## WHAT IS REQUIRED
Below are the lines to check; count those holding the string "西湖北街" and give only the number.

Collected data:
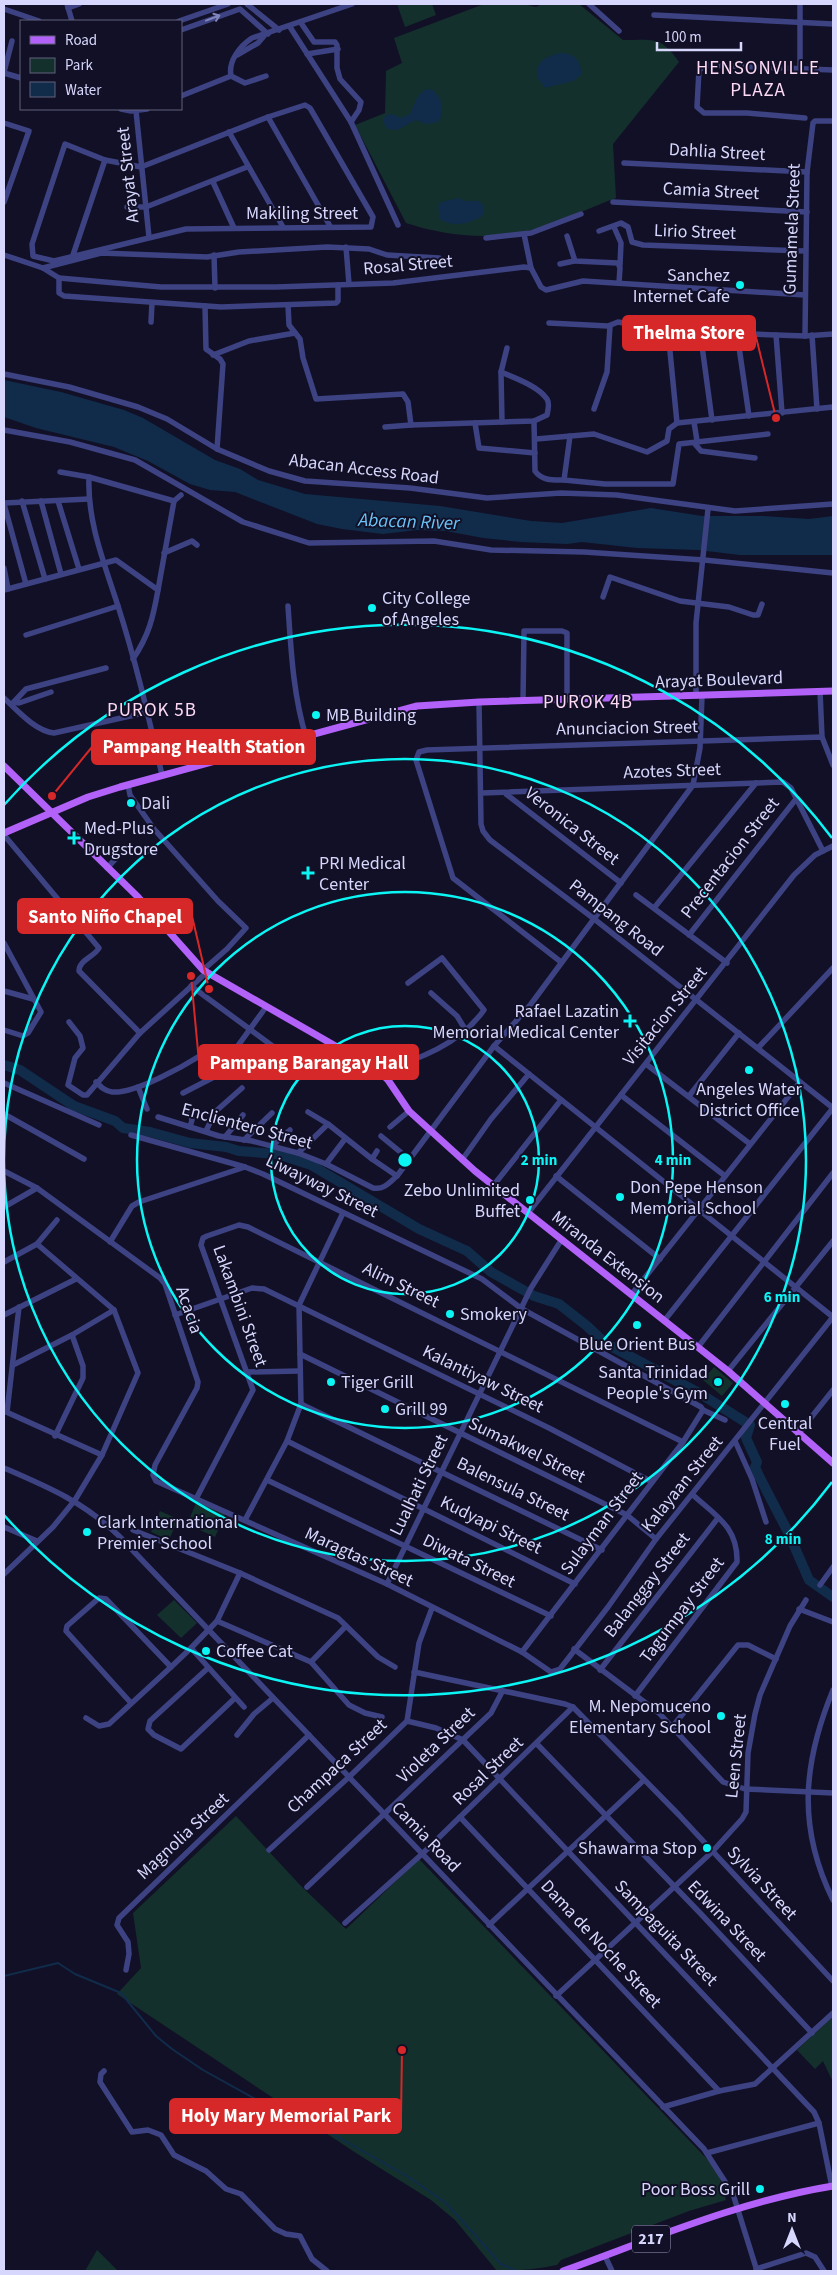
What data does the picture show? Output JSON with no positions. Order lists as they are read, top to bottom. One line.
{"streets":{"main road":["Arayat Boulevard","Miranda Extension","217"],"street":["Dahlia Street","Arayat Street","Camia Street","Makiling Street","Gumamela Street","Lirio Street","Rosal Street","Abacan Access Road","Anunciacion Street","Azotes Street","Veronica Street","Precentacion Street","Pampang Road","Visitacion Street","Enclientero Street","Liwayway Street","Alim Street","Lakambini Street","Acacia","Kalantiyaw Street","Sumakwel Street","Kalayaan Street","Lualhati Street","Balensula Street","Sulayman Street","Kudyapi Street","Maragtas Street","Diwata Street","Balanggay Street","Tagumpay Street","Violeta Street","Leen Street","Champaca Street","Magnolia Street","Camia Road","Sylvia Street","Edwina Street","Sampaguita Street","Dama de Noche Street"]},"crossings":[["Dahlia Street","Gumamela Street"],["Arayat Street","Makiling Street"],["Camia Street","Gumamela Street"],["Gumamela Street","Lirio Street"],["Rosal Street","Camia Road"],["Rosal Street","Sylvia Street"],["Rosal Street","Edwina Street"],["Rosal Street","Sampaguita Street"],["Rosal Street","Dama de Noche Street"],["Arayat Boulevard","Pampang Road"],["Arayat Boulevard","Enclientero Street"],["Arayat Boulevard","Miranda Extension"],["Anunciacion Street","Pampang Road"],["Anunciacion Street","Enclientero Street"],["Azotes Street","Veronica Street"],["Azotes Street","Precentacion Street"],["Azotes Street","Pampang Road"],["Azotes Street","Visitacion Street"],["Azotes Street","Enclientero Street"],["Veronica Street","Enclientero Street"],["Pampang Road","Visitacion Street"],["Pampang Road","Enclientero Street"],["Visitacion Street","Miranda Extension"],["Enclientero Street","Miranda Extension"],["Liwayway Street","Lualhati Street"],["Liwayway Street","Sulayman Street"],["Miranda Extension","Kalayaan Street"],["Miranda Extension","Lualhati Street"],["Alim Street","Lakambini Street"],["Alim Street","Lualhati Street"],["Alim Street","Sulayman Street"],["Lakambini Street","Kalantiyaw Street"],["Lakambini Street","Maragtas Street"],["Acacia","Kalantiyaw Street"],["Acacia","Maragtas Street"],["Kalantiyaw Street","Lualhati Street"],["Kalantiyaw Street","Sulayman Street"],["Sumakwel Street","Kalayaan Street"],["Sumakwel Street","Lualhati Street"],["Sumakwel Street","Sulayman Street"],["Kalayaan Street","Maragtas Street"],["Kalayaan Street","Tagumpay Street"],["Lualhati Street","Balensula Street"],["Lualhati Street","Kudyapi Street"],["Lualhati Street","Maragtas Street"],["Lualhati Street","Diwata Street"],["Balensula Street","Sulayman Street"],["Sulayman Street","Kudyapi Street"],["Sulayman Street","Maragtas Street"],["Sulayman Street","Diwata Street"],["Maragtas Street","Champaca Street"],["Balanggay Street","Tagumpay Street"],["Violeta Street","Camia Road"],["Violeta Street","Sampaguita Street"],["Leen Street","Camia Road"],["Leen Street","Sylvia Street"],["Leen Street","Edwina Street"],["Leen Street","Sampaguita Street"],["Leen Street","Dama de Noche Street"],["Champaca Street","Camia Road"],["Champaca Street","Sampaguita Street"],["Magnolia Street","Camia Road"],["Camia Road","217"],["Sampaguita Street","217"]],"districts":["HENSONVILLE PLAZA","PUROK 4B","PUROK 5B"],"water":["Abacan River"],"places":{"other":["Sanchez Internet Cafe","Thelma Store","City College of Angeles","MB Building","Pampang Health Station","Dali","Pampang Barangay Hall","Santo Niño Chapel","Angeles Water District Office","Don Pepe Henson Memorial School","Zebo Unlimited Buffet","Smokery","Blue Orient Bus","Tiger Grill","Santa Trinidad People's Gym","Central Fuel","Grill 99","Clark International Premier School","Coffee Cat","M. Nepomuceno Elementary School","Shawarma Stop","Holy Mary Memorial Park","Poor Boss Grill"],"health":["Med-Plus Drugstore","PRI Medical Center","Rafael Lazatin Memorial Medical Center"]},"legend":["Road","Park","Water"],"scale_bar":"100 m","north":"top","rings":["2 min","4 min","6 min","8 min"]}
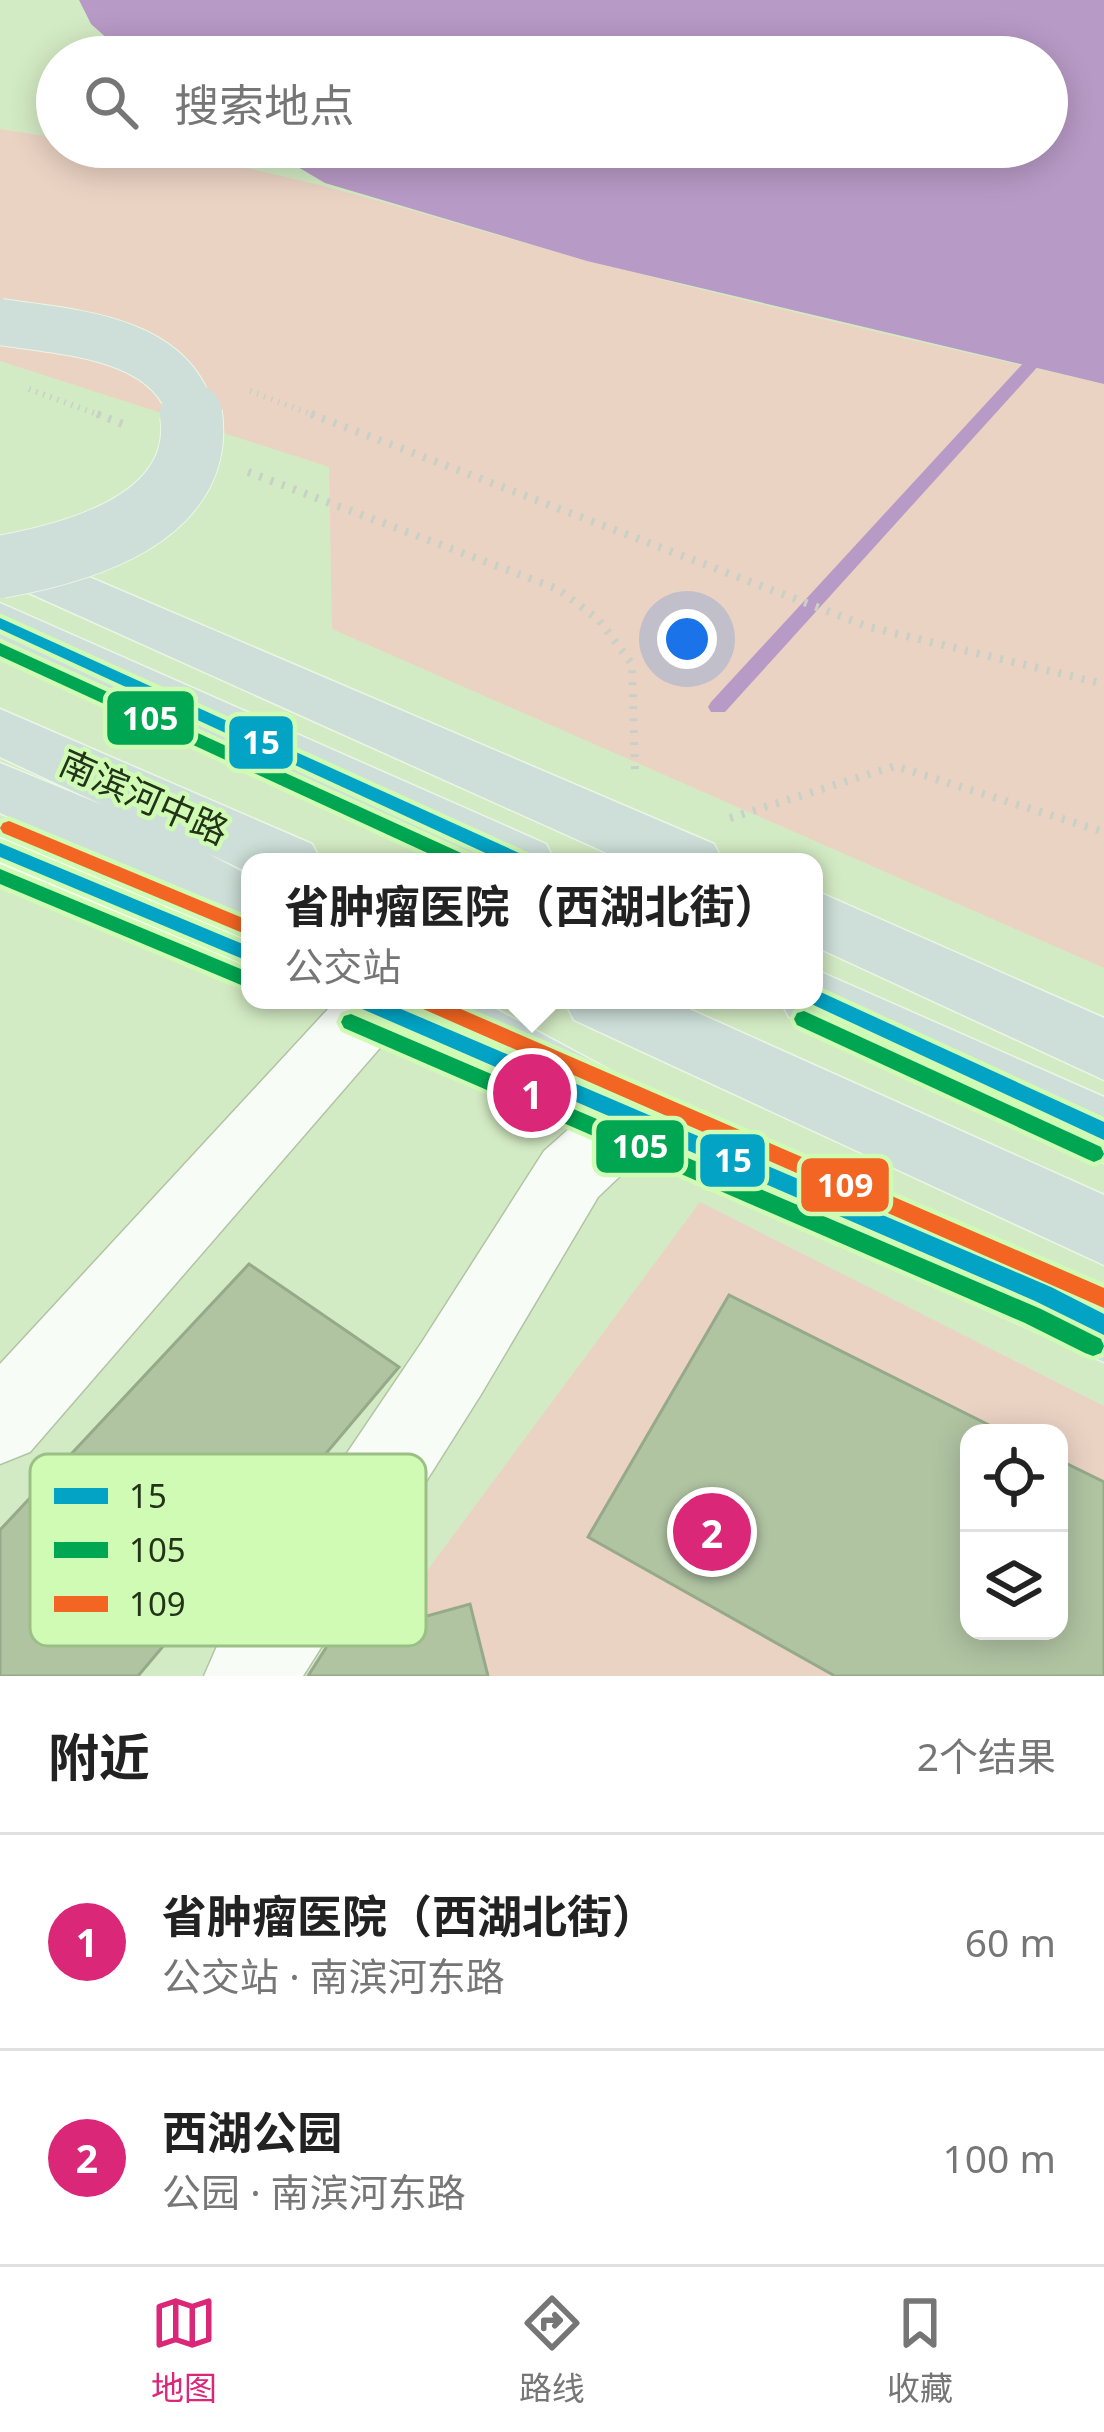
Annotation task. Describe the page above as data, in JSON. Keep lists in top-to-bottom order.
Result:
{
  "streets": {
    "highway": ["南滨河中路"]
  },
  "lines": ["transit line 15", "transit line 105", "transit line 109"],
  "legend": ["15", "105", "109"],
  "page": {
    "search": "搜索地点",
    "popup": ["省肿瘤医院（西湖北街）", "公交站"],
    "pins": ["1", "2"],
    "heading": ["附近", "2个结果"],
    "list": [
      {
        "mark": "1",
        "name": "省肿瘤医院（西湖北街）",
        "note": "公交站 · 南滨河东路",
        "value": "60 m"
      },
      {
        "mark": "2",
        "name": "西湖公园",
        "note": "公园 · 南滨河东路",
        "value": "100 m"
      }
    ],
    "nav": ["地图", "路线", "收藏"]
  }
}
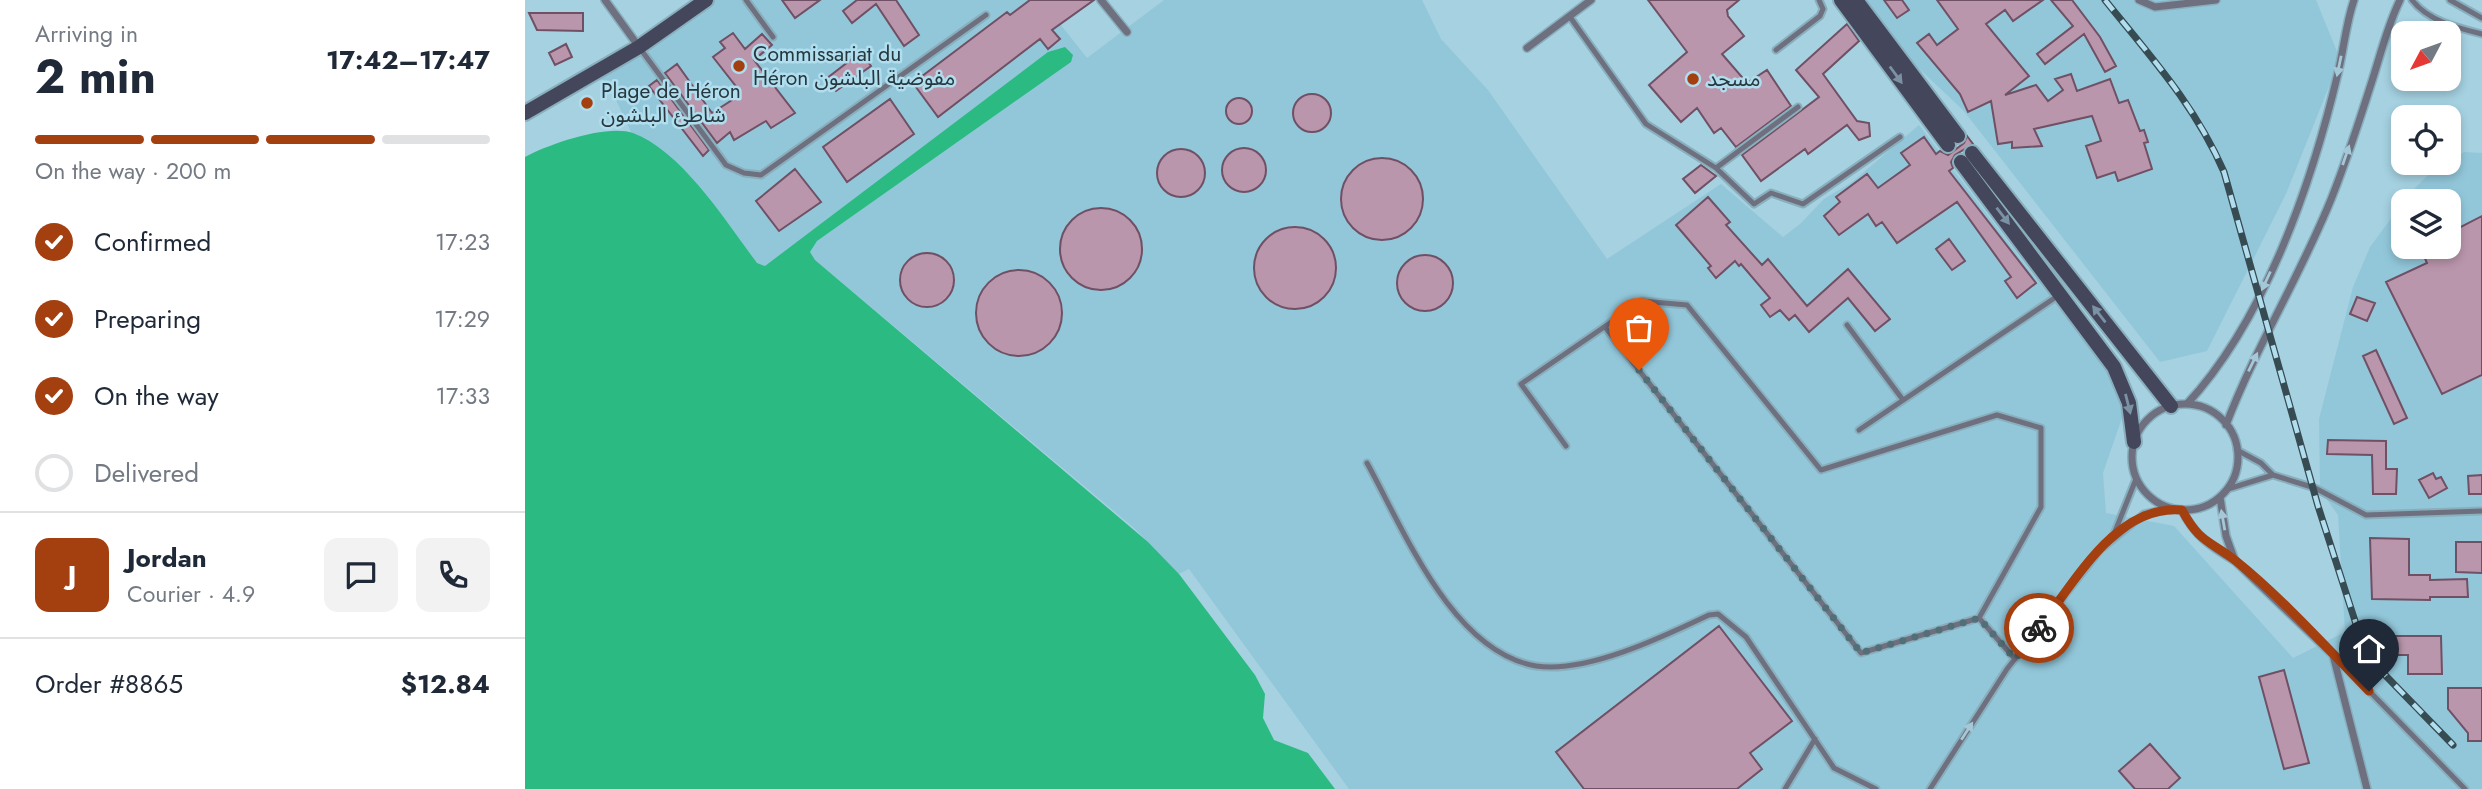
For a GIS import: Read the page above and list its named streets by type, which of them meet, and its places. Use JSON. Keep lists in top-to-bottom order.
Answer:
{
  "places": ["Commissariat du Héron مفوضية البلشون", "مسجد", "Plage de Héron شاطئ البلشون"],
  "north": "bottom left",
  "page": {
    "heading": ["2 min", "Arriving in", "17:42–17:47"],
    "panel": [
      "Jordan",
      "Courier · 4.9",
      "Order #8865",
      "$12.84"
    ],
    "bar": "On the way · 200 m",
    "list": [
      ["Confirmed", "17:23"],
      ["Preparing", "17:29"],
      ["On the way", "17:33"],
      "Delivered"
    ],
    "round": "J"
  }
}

## EXERCISE OUTPUT
2